Suivant une démonstration froide et implacable, le film Club Zéro de la réalisatrice autrichienne Jessica Hausner critique le comportement sectaire, capable de perturber puis d’endoctriner des personnes fragiles. Un film que l'on peut estimer cynique, mais qui à nos yeux revêt la forme d'une fable contre les excès en tout genre.

La critique :

La fiction Club Zéro de la réalisatrice autrichienne Jessica Hausner critique le comportement sectaire, capable de perturber puis d’endoctriner des personnes fragiles. Sa démonstration est froide et implacable, au point que la réalisatrice elle-même ainsi que la commission de censure déconseillent le film aux personnes sensibles. En outre, celles-ci pourraient être tentées, dès le début du film, de s’identifier aux personnages et se laisser entrainer au jeu de la manipulation.

C’est le principe inhérent à une secte ou à un discours complotiste : faire croire à des gens des choses invraisemblables auxquelles ils s’attachent envers et contre tout et qui finiront par détruire leur vie.

Comment en arrive-t-on à un tel résultat ? Jessica Hausner nous livre une méthode tout sauf secrète, mais parfaitement huilée : commencer par énoncer des faits vrais et vérifiables, reposant sur des certitudes déjà acquises et partagées par le groupe, puis entrainer progressivement ce dernier vers des éléments de moins en moins plausibles, mais auxquels les gens croient néanmoins, ayant été mis en confiance par un gourou charismatique.

Dans Club Zéro le thème choisi par la réalisatrice est la nourriture ; le lieu : un lycée ; les victimes : un groupe d’élèves ; le gourou manipulateur : Miss Novak, la prof de nutrition spécialiste en « alimentation consciente » (Mia Wasikowska, glaçante dans ce rôle) ; le constat : le monde occidental surconsomme et gaspille de la nourriture pourtant essentielle au reste du monde (la « malbouffe » souvent dénoncée à juste titre), les nutritionnistes recommandant en effet de manger mieux et moins.
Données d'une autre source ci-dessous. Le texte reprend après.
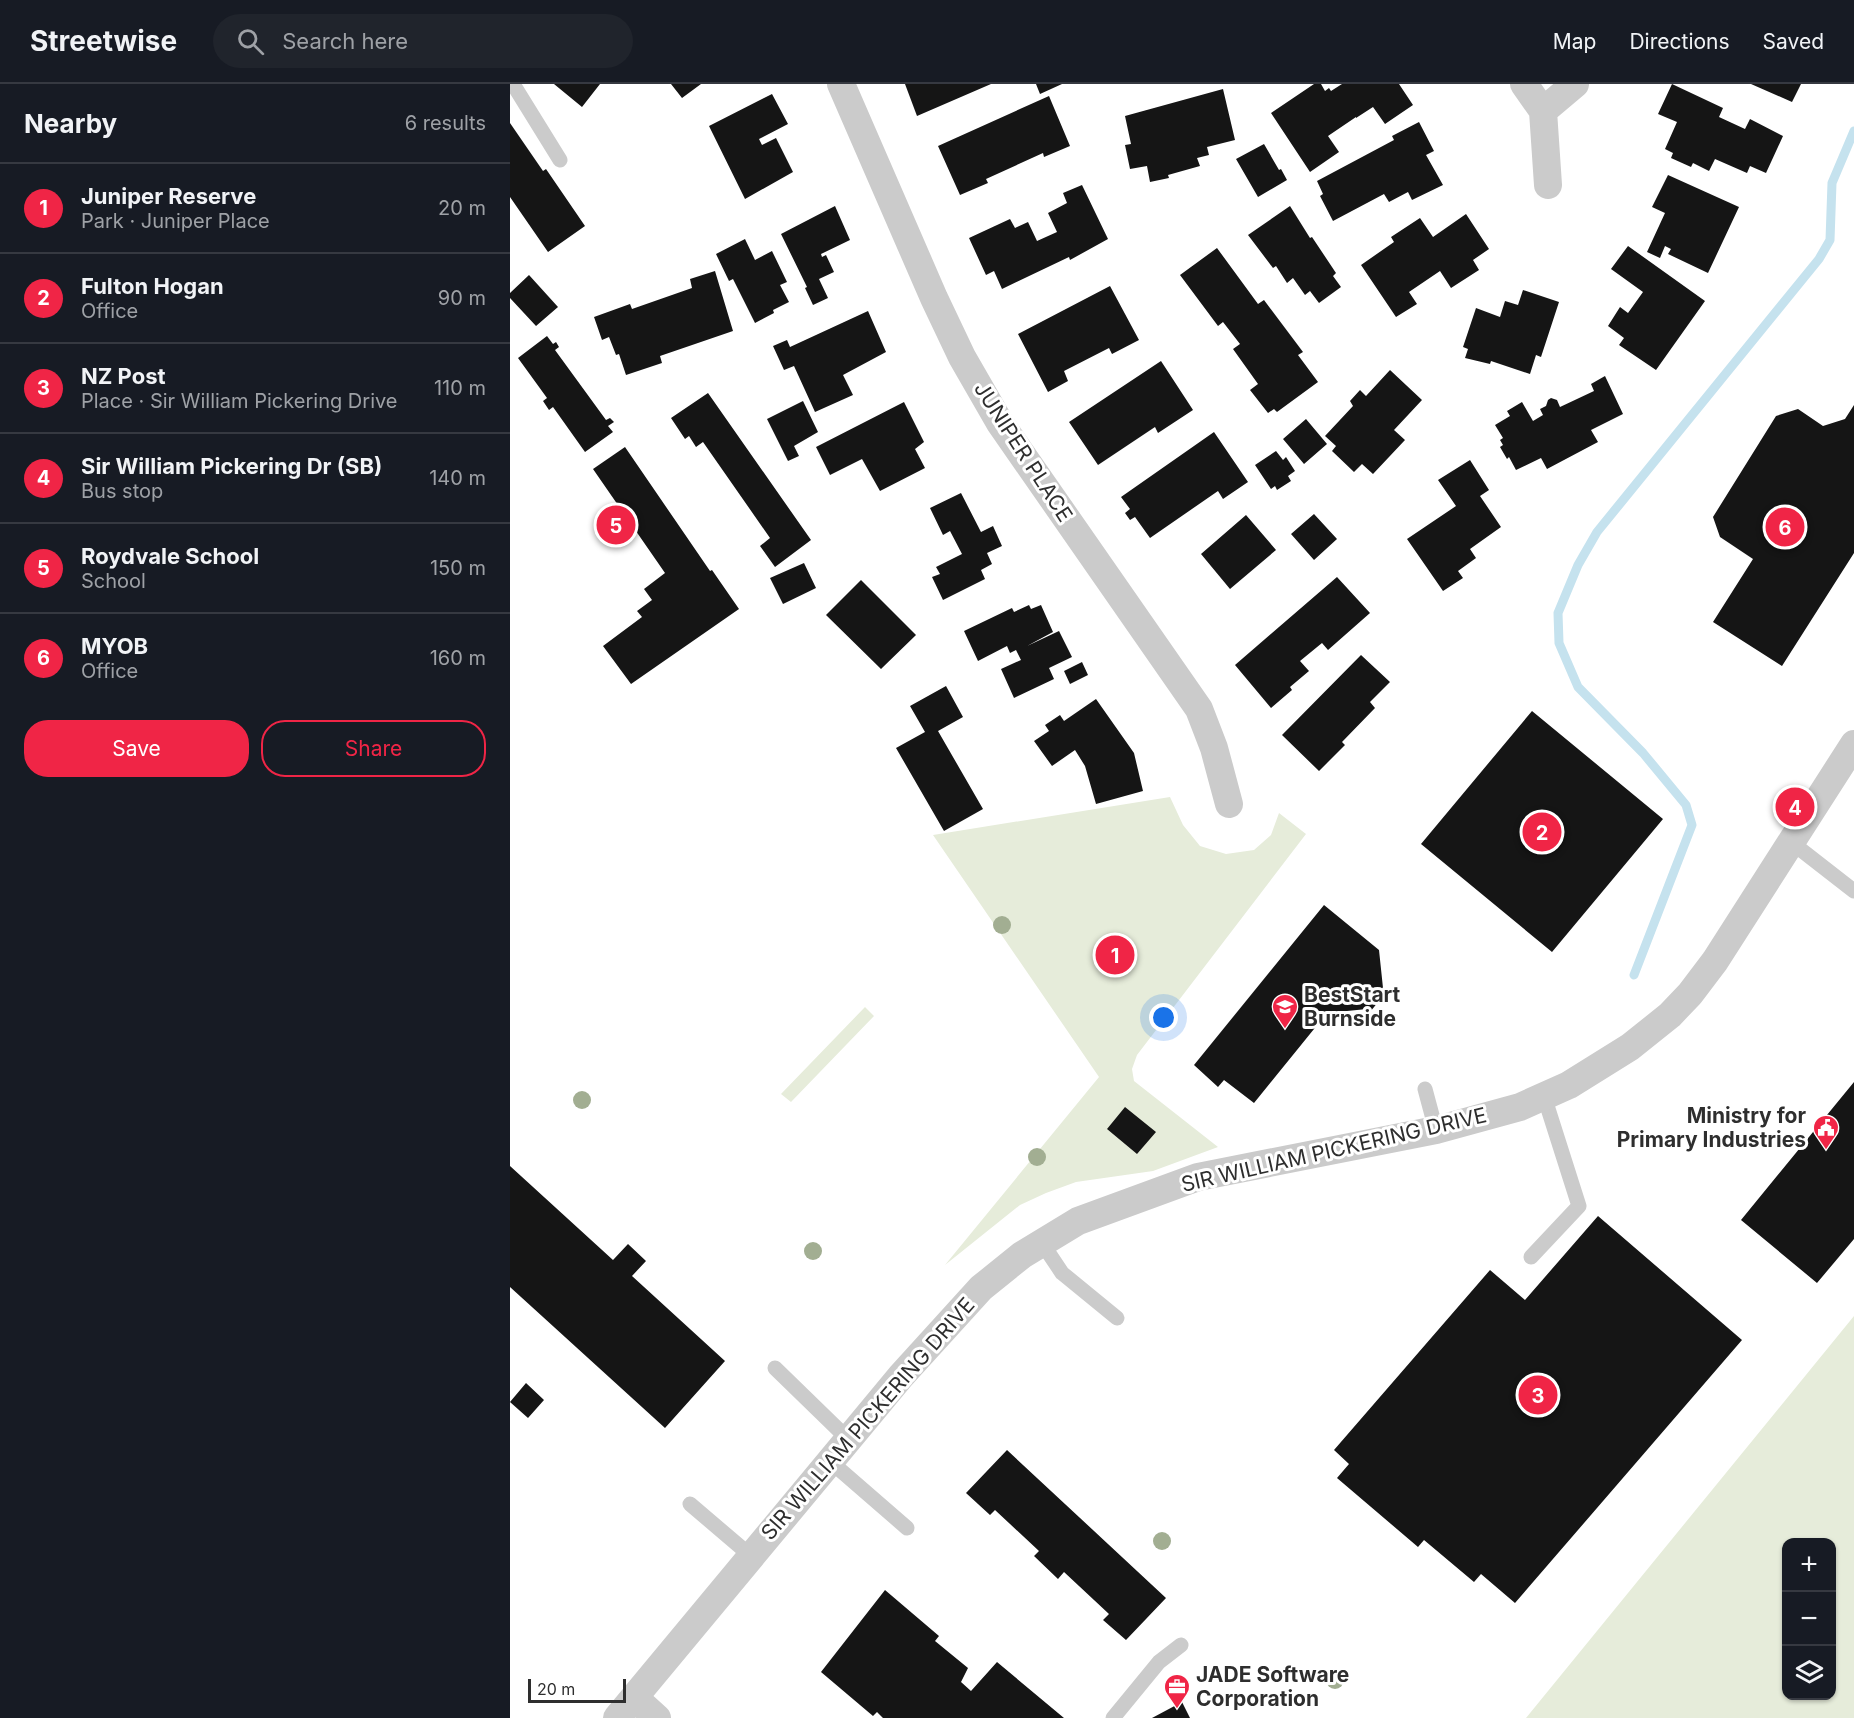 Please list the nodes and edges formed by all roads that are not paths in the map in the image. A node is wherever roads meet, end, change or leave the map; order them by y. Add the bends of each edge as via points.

Partant de cette vérité, Miss Novak amènera un certain nombre de ses élèves à partager une maxime totalement délirante : il est possible de jeûner à perpétuité, éludant le fait que par exemple les grévistes de la faim meurent, finissent par se réalimenter au bout d’un moment, ou sont perfusés contre leur gré. Le chemin conduisant de la vérité au mensonge se fera par des étapes soigneusement choisies par l’enseignante dans des séances, mâtinées de méditation transcendantale, conduisant ses élèves dans un élan destructeur.

Le film est intéressant en raison de son étude approfondie des effets de la manipulation, mais aussi, peut-être même davantage, en raison des réactions des camarades, des parents, et des enseignants. En effet, ceux-ci ne semblent pas beaucoup plus doués que les victimes pour se rendre compte de ce qu’il se passe et lutter efficacement contre la manipulatrice. Les signaux d’alerte sont pourtant nombreux, mais le plus souvent négligés par l’entourage. La réalisatrice accorde ainsi une grande attention aux couleurs et aux décors, qui symbolisent un lieu d'apprentissage déshumanisé, ce qui en dit long sur la thématique du film. Ainsi, Club Zéro ne se limite pas à la seule dénonciation des pratiques sectaires, mais devient une fable universelle sur les relations humaines et l’attention que nous devons porter à notre entourage.

On peut donc interpréter ce film de deux façons : un film cynique et vomitif (au sens propre euh, plutôt sale) ou comme une fable sur l’excès sous toutes ses formes, en trop ou en moins. Question d’équilibre tout simplement.